Roger Moore, the elegantly carefree lead actor in seven James Bond movies, passed away in Switzerland.
Following a brief illness, the British actor passed away on Tuesday, according to a family statement that was shared on Moore’s official Twitter account. “We know our own love and admiration will be magnified many times over, across the world, by people who knew him for his films, his television shows and his passionate work for UNICEF, which he considered to be his greatest achievement,” added the statement.
Moore’s carefree sense of whimsy, which mainly depended on the arched eyebrow, appeared to be a critique of the fundamental silliness of the Bond films, in which the dapper British secret agent was equally skilled at ordering gourmet meals, bedding gorgeous women, and mixing martinis as he was at taking down evildoers out to take over the globe.
“To me, the Bond situations are so ridiculous, so outrageous,” he once stated. “I mean, everyone knows this dude is a spy even if he’s supposed to be one. He gets shaken, not stirred, martinis from every bartender in the world. What sort of earnest spy is acknowledged everywhere he ventures? It’s absurd. Therefore, you must also handle the humor outrageously.” Moore played secret agent 007 in almost as many films as Sean Connery, but he never quite surpassed Connery as the public’s favorite James Bond. How? By “finding a joke in every situation,” according to movie reviewer Rex Reed.
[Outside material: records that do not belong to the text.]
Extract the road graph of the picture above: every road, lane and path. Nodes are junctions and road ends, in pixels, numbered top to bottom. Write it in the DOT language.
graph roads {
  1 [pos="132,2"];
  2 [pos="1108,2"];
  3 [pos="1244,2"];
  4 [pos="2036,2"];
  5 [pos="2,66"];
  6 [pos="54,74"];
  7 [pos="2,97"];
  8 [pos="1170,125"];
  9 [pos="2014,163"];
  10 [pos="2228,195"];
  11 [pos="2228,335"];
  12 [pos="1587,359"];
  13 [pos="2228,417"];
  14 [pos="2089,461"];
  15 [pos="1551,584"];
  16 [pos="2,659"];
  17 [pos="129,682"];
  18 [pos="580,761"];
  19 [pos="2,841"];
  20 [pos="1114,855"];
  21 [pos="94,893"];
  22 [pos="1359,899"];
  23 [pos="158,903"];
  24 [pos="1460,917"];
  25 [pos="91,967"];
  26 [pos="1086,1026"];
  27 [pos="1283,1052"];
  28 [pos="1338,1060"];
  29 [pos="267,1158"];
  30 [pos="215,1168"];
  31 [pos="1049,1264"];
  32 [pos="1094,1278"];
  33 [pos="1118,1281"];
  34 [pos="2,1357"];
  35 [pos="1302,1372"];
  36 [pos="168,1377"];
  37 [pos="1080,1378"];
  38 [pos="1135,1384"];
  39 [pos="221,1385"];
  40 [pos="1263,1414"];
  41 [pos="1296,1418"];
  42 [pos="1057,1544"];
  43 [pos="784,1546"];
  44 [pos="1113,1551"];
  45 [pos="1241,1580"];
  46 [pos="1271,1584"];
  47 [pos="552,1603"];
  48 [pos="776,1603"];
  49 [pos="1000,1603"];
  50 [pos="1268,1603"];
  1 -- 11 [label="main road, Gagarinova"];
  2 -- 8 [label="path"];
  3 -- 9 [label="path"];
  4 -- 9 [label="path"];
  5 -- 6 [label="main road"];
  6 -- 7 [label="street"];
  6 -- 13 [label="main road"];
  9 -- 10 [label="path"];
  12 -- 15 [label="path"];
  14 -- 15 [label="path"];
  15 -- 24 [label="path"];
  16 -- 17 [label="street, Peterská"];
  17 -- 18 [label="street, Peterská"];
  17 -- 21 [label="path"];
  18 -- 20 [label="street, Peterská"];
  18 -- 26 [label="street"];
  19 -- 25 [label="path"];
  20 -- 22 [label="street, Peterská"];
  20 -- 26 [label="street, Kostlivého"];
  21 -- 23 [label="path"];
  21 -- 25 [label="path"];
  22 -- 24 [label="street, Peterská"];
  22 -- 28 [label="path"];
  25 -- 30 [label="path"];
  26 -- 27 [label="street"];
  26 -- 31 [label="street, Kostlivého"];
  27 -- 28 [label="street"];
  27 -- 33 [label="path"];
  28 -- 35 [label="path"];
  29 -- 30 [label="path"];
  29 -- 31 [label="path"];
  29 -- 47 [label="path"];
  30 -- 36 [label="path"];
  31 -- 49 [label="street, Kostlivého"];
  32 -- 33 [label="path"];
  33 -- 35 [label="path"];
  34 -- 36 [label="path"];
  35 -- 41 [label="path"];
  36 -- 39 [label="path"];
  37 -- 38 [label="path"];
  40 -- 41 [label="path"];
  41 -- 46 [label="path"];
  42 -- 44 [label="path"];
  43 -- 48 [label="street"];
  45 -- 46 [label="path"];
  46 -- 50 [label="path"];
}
Though with varying degrees of success, the actor had already enjoyed a lengthy career in films and television before taking on the part in 1973 when Connery grew tired of it. Fans of the iconic American TV series “Maverick” from the 1950s and 1960s recalled him fondly as Beauregarde Maverick, the English cousin of Bret and Bart Maverick, the Maverick brothers of the Wild West. In 1959, he starred in the American television series “The Alaskans.”